STORY STARTER

Inspired by HardCoreWriter

Write a story that starts in a calm library, and ends with an illegal car race...

Focus on how you make a believable transition between these scenes.

Off Piste

After Shuggie got bored in the library in Rickmansworth and long before his career as an illegal race driver, Shuggie took a break from the daily routine. Unfortunately, it didn’t end well.


Shuggie came to in the soggy bottom of a nettle and dog-pooh bag filled ditch. On balance, he thought, it wasn’t the worst place he’d ever woken up. He had a raging thirst, of course, a head full of broken glass, naturally, and, upon closer inspection, no shoes. Again. He took a deep breath, immediately regretted it, and sat up slowly. Very slowly. But still not slowly enough to prevent the wave of dizziness which almost overwhelmed him.


The sky was grey, the air damp, and the only sound was the distant cry of a seagull. Where the hell was he this time?


He squinted around. Roadside. Some trees. A sign in the middle distance. He hauled himself upright, his socks immediately wicking up gallons of swampy moisture from the ground. He checked his pockets. No phone, no wallet, one half of a crumpled fiver, and a receipt from a pub called The Anchor, wherever that was, with a note scrawled on the back in very dark pencil:


“YOU OWE ME FOR THE SWAN.”


That was, well… odd.


Shuggie groaned under the weight of his hangover and made his way towards the sign, stepping gingerly to avoid gravel. The letters swam in and out of focus for a moment before resolving into something legible:


WELCOME TO DUNBEG.


Dunbeg. That rang no bells at all. He scratched his itchy crotch, as if that might shake a memory loose, but all he got for his trouble was mud on the crotch of his trousers to match the mud everywhere else. He suddenly realised also, that he smelled quite a lot like a five-day dead fish. He checked himself for injuries, found nothing except a suspiciously damp sleeve, and decided that was a problem for later. First things first, shoes, then answers, then, ideally, a massive fried breakfast and a pint.

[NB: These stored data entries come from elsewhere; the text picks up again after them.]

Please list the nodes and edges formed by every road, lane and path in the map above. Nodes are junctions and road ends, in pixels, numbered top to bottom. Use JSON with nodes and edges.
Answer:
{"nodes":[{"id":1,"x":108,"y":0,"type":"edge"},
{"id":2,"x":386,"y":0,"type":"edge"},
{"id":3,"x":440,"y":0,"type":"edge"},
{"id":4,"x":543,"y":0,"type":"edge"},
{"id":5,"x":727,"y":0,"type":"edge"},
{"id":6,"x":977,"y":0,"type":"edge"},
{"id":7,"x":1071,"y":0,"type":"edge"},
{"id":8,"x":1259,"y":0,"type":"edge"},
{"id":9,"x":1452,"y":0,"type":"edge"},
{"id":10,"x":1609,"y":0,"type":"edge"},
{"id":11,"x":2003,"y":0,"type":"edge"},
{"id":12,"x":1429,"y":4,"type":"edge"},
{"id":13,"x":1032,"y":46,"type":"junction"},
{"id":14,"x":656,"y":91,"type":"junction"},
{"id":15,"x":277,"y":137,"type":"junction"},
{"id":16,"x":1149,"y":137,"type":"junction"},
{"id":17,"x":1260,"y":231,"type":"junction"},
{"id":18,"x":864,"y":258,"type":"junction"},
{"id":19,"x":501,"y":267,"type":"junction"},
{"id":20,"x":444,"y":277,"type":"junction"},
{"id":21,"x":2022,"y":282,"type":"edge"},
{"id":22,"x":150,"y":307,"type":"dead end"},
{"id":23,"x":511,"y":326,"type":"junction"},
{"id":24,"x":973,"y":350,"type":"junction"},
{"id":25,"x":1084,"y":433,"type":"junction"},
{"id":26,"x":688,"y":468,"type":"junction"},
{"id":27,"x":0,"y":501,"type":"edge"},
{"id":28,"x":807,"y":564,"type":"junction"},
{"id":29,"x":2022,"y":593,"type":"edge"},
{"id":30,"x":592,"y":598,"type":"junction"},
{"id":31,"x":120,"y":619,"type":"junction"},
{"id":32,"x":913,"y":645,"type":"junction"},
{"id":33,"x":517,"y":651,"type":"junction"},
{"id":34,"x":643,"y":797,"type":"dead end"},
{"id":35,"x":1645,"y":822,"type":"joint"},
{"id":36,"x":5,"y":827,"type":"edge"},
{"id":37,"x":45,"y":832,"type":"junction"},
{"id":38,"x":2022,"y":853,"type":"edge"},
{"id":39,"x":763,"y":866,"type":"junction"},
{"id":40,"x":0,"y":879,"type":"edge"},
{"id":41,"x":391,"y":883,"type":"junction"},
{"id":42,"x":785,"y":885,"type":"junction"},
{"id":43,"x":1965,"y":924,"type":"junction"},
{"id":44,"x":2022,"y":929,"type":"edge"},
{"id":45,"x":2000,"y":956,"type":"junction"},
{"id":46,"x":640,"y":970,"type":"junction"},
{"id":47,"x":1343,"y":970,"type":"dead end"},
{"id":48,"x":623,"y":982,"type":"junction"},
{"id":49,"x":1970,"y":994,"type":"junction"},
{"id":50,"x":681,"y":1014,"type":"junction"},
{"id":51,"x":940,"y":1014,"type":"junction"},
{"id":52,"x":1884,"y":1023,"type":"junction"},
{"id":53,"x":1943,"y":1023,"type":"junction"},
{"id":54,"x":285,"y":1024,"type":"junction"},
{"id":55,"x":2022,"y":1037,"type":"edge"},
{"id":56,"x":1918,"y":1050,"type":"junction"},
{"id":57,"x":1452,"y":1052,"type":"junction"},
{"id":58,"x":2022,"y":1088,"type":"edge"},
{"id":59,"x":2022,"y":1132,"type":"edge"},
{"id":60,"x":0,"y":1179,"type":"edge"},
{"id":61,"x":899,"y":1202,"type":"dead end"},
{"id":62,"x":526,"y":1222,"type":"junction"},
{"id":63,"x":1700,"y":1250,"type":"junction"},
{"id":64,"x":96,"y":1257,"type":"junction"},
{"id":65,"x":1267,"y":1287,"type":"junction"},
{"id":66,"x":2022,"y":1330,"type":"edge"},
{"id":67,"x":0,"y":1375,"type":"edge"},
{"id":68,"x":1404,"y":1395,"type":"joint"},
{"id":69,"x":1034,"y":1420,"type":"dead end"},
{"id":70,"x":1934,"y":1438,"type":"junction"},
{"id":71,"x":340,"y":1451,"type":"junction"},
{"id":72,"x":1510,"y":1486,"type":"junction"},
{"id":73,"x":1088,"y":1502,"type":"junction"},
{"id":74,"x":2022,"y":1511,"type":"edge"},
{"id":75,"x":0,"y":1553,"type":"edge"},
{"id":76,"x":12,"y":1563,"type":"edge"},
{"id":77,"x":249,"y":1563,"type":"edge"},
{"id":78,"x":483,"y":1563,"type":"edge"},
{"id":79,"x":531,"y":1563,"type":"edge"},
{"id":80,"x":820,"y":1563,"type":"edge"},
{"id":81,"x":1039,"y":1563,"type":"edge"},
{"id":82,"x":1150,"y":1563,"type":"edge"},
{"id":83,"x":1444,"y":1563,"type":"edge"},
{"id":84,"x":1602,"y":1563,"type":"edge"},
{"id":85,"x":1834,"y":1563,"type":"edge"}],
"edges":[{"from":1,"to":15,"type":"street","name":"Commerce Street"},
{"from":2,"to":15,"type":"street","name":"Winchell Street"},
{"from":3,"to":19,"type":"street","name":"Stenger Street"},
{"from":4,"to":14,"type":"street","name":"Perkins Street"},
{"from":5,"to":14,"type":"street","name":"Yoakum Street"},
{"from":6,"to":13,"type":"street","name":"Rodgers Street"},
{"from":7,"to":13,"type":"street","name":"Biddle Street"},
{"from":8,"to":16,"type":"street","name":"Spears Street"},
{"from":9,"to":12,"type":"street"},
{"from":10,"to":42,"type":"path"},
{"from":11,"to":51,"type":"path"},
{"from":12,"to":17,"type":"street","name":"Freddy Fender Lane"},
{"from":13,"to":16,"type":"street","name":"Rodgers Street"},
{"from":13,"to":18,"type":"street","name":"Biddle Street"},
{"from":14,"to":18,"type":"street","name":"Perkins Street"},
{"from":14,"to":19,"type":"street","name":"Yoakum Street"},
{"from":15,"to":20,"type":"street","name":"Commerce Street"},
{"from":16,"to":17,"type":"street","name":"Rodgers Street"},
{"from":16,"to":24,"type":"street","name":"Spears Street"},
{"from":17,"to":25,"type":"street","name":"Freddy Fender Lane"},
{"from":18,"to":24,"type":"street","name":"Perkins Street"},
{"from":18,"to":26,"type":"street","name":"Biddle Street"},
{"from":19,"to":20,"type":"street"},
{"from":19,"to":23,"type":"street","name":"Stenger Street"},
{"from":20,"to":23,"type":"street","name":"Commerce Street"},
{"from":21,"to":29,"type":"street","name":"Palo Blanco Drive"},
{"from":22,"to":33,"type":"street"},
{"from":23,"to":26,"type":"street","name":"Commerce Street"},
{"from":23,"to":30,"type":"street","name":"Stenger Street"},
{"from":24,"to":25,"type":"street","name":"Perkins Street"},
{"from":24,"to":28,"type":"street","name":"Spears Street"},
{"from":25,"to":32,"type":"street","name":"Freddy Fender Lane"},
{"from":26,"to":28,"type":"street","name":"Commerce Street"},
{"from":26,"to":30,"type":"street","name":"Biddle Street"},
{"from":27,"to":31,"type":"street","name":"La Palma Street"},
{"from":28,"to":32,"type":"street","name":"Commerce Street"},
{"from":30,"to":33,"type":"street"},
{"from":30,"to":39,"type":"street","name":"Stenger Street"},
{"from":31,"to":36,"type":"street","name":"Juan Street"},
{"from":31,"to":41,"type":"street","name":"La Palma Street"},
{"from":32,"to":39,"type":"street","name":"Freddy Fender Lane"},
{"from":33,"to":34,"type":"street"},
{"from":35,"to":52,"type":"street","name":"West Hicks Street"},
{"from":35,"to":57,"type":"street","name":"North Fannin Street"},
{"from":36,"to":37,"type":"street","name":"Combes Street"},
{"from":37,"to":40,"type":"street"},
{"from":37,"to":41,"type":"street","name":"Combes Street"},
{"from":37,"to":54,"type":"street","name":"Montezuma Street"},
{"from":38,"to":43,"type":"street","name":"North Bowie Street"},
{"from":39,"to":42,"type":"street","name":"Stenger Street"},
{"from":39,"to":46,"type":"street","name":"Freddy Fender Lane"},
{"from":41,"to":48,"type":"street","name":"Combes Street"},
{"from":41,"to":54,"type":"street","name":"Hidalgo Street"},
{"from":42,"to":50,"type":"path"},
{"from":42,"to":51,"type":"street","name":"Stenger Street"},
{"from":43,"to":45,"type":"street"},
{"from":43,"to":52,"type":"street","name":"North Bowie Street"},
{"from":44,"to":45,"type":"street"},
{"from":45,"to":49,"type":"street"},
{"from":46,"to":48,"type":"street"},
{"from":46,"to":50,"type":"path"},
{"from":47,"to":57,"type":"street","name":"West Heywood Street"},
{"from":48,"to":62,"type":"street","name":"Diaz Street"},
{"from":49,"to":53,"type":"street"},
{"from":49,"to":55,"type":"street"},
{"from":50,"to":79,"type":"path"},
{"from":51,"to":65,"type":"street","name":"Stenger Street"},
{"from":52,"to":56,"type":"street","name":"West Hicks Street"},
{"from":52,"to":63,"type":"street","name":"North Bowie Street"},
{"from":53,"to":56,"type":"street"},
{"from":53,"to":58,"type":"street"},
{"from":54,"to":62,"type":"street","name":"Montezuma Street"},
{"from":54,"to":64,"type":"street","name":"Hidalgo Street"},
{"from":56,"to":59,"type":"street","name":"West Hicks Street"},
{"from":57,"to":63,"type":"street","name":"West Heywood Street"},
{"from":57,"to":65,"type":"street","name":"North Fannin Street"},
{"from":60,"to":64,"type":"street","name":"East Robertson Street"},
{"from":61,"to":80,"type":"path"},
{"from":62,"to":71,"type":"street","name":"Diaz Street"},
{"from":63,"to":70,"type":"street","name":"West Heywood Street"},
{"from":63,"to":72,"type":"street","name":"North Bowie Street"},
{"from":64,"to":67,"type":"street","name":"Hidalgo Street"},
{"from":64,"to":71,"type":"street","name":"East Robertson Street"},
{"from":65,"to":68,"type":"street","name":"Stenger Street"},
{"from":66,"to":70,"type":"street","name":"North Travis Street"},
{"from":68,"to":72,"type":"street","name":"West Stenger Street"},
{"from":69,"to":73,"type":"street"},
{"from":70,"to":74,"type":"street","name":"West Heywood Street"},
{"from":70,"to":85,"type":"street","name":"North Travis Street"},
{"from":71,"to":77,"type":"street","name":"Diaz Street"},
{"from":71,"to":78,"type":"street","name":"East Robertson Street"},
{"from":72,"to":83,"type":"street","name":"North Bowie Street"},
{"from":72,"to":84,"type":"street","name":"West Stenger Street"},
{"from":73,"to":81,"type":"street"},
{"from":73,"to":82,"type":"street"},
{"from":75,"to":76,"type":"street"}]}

He made his way into the dour village of Dunbeg, an uninspiring collection of buildings squatting under a sky that seemed permanently on the verge of rain. It was the kind of place where people noticed a stranger immediately, and Shuggie, soaked, sock-footed, and dishevelled, wasn’t exactly blending in. A gaggle of older woman, who may, or may not have been gossiping the day away outside the shop, clocked him, stopped talking and withered him with a gaze that could have stripped paint.


A pub. That was what he needed right now. He spotted one up ahead, a squat, low, off-white and stone-grey building with a battered wooden sign swaying in the breeze. The Marmalade Frog. Promising. He made his way inside, the warmth hitting him like a wall. A few heads turned his way. The barman, a thick-set man with shockingly luxuriant ginger nose hair and with the air of someone who had seen everything and liked none of it, looked him up and down.


Shuggie cleared his throat. “I don’t suppose you’ve got a lost and found?”


The barman raised an eyebrow. “Depends. What’ve you lost?”


“Eh…” Shuggie hesitated, considering the many possible answers to that. His dignity? His self-respect? His grasp on how, exactly, he had ended up here? He settled for the immediate problem. “Shoes.”


The barman exhaled slowly. “Ah.” He nodded towards the fireplace. “Those’ll be yours, then?”


Shuggie followed his gaze. There, drying by the fire, were a pair of battered brown shoes. One of them had a single, large white feather sticking out of it.


Well. That was both encouraging and at the same time slightly worrying.